Bu Cuma bir işim için Silifke’ye gittim.

İki günlük vaktimin çoğunu köyüm Yeşilovacık’ta geçirdim. Tabi köy mü yoksa şehir mi belli değil.

Sanki kendi haline büyüyor. Gelişme emaresi yok.

Elbette bir imar var ama yeni kurulan bir kentin hazırlığı ortada gözükmüyor.

Depremden sonra yapılan düzenli mahallelere bakınca buranın daha düzenli bir gelişim içinde olması gerekirken binalar var yol, su, kanalizasyon yapımı henüz hissedilmiyor. Su ve kanalizasyon konusunda çalışmalar var ama sanki yama şeklinde gibi.

Bir bütün olarak planlanmış projelendirilmiş de uygulanıyor havası hiç yok.

Bu büyümenin tetikleyicisi nükleer santral ama beklenen gelişmelere göre uyumlu bir şehirleşme yok.

Çünkü bu gelişme öngörülerek hazırlık yapılmadı.

Burada seçilmiş ve atanmış olarak hiç kimsenin bahanesi yok.

Hükümet AK Parti, Yerel Yönetimler CHP… Daha önce yerelde Silifke Belediyesi cumhur ittifakının yönetimindeydi.

İktidar veya muhalefet bahane üretmekten ileri gitmiyorlar.

Seçilmişler ve atanmışlar da olayın bütününü dikkate alarak yönetmekten yoksun. Yapılanlar var ama bölgenin potansiyelinin gelişmesine göre hak ettiği şekilde bir uygulama yok.

Oysa Silifke Kız Kalesi’nden Aydıncık’a kadar muhteşem koylar, mavi denizleri  ile muhteşem alanları var. Bütünsel bir planlama olmadığı için şehirleri taciz eden, köyleri yokluğa iten bir limanlarla ve diğer yatırımlarla büyümeye çalışıyor.
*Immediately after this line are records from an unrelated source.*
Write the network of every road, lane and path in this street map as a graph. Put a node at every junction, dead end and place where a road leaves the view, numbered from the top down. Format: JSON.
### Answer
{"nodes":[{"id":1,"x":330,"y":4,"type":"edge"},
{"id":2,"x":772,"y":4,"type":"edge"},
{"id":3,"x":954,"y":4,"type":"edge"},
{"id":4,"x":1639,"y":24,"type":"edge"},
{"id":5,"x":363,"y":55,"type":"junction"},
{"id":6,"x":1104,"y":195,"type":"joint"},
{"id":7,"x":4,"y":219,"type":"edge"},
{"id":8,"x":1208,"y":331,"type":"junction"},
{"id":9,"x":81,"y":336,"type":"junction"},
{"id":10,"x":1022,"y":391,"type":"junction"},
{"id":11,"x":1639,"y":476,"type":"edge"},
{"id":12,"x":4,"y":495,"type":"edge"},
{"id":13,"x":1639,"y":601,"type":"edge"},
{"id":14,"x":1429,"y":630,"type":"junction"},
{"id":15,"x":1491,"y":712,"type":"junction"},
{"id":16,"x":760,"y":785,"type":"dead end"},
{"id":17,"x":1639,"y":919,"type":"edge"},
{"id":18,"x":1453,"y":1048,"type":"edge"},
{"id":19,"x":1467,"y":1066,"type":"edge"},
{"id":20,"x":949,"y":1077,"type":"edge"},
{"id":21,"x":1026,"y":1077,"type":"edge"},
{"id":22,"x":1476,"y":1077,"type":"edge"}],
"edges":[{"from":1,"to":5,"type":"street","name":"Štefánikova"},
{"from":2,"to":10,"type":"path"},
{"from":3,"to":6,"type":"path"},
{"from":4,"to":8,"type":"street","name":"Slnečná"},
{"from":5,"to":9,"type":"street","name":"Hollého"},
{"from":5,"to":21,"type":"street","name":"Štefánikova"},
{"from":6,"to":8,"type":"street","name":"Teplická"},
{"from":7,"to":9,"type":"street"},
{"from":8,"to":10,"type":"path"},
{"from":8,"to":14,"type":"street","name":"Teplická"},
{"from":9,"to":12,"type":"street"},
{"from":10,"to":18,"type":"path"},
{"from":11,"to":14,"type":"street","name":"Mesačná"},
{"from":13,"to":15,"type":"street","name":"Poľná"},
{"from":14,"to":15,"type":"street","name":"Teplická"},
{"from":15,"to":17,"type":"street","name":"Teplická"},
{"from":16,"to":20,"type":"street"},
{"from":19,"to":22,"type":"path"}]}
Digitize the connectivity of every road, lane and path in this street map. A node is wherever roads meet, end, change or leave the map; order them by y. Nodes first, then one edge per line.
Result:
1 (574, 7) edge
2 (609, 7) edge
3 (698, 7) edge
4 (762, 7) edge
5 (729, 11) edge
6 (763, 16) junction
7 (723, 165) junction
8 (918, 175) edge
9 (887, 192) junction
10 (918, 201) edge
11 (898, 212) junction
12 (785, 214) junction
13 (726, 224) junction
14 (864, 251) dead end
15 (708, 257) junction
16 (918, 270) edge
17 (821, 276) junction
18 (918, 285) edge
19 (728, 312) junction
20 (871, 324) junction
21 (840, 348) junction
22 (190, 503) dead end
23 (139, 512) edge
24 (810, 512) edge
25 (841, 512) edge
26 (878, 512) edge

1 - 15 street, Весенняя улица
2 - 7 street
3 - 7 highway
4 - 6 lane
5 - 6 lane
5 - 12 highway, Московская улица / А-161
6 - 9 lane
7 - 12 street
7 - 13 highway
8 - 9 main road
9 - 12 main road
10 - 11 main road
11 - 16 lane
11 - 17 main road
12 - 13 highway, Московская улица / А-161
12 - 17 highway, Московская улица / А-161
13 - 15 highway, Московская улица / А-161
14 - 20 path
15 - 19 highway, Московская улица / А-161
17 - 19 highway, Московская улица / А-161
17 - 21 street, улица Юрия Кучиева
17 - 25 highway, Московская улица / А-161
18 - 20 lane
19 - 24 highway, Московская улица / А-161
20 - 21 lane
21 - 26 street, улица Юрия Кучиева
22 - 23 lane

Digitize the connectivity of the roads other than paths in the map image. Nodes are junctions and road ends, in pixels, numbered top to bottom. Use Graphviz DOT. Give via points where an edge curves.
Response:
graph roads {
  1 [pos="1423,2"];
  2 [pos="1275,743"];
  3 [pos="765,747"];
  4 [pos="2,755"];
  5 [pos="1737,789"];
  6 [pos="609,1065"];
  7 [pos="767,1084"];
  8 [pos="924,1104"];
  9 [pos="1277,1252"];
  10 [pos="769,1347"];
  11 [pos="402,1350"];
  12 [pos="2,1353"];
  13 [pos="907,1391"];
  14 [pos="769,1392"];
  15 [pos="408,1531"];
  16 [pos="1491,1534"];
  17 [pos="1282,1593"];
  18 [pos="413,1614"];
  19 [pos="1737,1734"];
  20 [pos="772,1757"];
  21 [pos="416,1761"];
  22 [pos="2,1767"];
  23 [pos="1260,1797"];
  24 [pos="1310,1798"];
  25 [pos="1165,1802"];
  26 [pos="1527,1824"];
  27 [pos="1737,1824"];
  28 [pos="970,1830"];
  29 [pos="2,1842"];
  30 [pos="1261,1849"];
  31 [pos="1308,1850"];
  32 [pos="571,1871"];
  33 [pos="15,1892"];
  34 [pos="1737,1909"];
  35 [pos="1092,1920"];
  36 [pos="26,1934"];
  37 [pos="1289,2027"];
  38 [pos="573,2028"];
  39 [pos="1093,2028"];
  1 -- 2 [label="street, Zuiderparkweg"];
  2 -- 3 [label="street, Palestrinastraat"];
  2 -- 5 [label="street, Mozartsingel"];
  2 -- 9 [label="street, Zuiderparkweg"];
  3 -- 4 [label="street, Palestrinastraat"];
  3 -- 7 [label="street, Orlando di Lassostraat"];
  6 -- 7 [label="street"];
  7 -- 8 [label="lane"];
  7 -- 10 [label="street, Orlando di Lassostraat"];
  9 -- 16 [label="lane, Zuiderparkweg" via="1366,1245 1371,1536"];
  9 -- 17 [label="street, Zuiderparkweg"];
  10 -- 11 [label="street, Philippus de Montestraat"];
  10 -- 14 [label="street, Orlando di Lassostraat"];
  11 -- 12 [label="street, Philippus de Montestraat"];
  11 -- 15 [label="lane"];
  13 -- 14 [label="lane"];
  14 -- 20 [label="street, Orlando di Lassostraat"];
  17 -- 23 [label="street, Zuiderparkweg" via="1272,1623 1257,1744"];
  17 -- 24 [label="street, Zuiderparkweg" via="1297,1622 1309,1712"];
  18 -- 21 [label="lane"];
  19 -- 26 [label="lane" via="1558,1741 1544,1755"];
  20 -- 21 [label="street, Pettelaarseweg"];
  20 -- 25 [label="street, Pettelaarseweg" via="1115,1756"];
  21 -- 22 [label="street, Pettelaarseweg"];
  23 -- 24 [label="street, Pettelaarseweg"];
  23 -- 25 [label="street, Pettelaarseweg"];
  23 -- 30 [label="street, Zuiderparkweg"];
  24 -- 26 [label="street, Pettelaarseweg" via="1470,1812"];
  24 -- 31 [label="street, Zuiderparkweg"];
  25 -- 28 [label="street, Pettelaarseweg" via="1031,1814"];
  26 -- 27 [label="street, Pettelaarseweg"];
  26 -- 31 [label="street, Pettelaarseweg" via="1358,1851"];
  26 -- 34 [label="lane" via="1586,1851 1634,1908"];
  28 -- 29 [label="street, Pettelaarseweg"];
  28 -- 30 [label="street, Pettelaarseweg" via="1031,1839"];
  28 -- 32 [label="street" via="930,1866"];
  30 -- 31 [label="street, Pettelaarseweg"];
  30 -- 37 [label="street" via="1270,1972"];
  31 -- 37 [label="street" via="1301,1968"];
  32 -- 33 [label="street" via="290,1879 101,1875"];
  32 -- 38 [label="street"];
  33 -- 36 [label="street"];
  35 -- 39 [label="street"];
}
Estetikten, insana değer vermekten, doğayı ve kültürü koruyarak gelişmekten çok uzak bir büyüme.

Vahşi kapitalizmin, gücün ben yaptım oldu zihniyeti ile yapılan yatırımlar kendini yaşamın her alanında hissettiriyor.

Yatırımlara kimse karşı çıkamaz yeter ki insanı yüceltsin, insanlığa hizmet etsin onun yaşam alanını korusun, bölgenin tarihi kültürüne katkı yapsın.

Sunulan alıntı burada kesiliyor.